Pas d'escouade spéciale, dit Montréal

Trafic de stupéfiants - Pas d'escouade spéciale, dit Montréal

La Ville «va accentuer la présence et la visibilité des policiers» aux abords de parc Émilie-Gamelin et du métro Berri-UQAM. © Agence QMI/Julie Charette

- Julie Charette

L'administration Tremblay ferme la porte à la création d'une escouade policière spéciale chargée de s'attaquer au trafic de stupéfiants au centre-ville de Montréal comme l'a réclamé par deux fois Benoit Labonté.

Le maire de Ville-Marie, Benoit Labonté, est revenu à la charge hier en faisant adopter une résolution au conseil d'arrondissement demandant la mise en place d'une escouade policière dédiée à la vente de stupéfiants au centre-ville de la Métropole.

M. Labonté argue que la vente de stupéfiants s'amplifie depuis quelques années dans le quadrilatère formé par les rues Amherst, Saint-Denis et Ontario et du boulevard de Maisonneuve.

«On ne veut pas créer une escouade pour créer une escouade»

Tout en assurant que le trafic de drogues est pris au sérieux à la Ville de Montréal, le responsable de la sécurité publique au comité exécutif, Claude Dauphin, oppose une fin de non-recevoir à la demande de M. Labonté.

«On ne veut pas créer une escouade pour créer une escouade. L'important, c'est les résultats. Et nos spécialistes sur le terrain au SPVM nous disent qu'il y a assez d'effectifs», mentionne M. Dauphin.

Ce dernier convient toutefois que la Ville «va accentuer la présence et la visibilité des policiers» au cours des prochaines semaines notamment aux abords de parc Émilie-Gamelin et du métro Berri-UQAM.
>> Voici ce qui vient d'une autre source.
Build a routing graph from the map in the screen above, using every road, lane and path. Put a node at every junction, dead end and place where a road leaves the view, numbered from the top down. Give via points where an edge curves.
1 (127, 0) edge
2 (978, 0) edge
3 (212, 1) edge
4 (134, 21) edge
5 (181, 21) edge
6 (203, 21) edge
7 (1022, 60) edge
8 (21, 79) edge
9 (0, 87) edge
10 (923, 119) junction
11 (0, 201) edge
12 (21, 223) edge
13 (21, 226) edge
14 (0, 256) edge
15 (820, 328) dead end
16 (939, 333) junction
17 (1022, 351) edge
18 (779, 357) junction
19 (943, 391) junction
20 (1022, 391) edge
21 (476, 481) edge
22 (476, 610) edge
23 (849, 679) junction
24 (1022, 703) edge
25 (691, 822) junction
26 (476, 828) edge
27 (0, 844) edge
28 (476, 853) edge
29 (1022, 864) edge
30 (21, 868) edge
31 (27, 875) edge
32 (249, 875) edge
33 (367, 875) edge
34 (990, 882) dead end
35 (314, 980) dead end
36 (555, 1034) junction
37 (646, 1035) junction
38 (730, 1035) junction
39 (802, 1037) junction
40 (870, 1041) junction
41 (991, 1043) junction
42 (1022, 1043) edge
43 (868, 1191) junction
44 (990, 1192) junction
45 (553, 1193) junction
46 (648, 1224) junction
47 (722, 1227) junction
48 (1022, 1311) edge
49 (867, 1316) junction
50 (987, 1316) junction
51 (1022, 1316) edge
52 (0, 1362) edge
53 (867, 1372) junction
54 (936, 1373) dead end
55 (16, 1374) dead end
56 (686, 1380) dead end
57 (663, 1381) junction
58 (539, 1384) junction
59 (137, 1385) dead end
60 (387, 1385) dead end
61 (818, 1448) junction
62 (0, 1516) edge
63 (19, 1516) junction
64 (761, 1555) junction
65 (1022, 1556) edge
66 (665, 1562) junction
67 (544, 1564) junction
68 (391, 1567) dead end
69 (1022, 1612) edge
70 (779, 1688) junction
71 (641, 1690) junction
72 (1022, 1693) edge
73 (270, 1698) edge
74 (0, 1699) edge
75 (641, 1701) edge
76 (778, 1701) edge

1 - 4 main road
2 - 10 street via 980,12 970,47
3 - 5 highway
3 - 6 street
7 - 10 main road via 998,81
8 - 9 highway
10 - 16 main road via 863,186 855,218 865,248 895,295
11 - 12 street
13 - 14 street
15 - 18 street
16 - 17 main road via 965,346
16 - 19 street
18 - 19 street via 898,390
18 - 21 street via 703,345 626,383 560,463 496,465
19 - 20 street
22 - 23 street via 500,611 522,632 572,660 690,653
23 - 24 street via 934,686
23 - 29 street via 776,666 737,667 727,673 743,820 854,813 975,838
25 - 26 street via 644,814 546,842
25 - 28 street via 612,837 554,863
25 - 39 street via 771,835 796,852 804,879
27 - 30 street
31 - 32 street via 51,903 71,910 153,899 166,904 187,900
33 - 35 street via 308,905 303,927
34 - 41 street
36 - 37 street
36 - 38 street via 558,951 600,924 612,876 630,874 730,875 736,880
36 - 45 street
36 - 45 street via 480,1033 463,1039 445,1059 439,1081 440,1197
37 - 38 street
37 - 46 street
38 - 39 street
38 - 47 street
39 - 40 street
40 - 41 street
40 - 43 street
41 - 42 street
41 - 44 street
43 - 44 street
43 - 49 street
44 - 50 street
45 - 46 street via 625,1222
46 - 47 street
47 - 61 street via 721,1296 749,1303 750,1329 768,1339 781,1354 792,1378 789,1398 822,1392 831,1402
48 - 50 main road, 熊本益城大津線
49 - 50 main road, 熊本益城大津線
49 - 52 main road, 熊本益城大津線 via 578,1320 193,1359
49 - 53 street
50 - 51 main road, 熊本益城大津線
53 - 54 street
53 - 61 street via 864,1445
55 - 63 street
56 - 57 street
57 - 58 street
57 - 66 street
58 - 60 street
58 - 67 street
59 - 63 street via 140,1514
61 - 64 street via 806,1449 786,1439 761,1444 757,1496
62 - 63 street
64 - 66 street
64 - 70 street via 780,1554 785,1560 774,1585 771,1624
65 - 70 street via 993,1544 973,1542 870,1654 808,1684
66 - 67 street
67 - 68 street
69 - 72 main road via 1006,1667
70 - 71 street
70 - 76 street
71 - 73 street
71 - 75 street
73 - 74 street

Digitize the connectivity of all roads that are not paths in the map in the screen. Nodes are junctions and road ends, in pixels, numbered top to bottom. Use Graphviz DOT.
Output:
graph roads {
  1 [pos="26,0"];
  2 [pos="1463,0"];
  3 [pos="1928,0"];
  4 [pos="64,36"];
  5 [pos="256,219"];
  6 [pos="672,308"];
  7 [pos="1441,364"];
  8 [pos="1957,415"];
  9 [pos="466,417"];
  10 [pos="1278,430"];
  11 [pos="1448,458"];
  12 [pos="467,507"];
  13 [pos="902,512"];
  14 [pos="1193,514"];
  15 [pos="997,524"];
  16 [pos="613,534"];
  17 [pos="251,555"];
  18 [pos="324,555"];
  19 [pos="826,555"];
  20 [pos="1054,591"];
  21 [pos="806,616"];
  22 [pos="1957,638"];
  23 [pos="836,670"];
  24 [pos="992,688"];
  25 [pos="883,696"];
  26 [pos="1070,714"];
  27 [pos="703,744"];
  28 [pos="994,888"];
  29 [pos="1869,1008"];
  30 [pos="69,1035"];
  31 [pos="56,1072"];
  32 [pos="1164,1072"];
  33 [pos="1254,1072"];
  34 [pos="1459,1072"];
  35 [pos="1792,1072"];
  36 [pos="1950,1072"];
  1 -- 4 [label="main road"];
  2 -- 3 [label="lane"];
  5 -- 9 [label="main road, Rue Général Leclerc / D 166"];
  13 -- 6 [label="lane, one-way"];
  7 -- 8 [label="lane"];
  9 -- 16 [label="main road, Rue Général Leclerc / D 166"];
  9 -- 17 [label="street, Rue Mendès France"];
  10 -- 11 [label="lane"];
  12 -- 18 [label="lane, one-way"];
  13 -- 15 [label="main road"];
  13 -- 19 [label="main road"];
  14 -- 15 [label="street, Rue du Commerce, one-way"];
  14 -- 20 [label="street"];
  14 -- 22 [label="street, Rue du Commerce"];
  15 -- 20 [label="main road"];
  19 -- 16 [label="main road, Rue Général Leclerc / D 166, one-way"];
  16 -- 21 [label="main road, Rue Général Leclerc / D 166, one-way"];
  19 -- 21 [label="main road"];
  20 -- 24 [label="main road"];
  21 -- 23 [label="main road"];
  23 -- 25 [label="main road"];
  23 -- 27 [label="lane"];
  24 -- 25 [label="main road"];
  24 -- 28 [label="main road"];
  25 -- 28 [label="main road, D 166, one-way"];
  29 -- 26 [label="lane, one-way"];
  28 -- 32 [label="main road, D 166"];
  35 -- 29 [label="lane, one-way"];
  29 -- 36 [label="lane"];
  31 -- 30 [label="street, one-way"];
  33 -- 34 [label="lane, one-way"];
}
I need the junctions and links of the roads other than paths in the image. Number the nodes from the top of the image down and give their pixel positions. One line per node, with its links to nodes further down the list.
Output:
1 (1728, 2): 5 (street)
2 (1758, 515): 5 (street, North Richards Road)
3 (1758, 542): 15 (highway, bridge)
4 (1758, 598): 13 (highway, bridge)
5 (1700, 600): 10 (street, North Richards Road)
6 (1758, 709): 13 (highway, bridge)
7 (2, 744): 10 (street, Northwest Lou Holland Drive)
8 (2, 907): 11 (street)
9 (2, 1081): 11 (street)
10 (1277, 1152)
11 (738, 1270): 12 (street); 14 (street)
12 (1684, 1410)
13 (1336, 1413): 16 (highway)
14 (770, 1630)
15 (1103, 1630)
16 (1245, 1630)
Les policiers en ont déjà plein les bras

M. Labonté ne fait cependant pas cavalier seul. Le directeur général de la Société de développement du Quartier Latin, Claude Rainville, estime aussi que les policiers du secteur en ont déjà plein les bras.

«Les policiers des postes de quartier n'ont pas les effectifs suffisants pour enrayer le problème dans l'arrondissement. Au métro Berri-UQAM, si les policiers arrêtent quatre vendeurs une journée, il y en a quatre nouveaux le lendemain », signale M. Rainville.

«Il y a du trafic de stupéfiants qui se passe à la vue de tous sur le domaine public. C'est une situation qui prévaut depuis plusieurs années et qui est très visible aux yeux de tous», renchérit-il.

D'après le SPVM, l'arrondissement Ville-Marie a connu une hausse de 7,2% des vols simples, de 14,3% des crimes contre la personne et de 38,4 % des méfaits entre 2007 et 2008.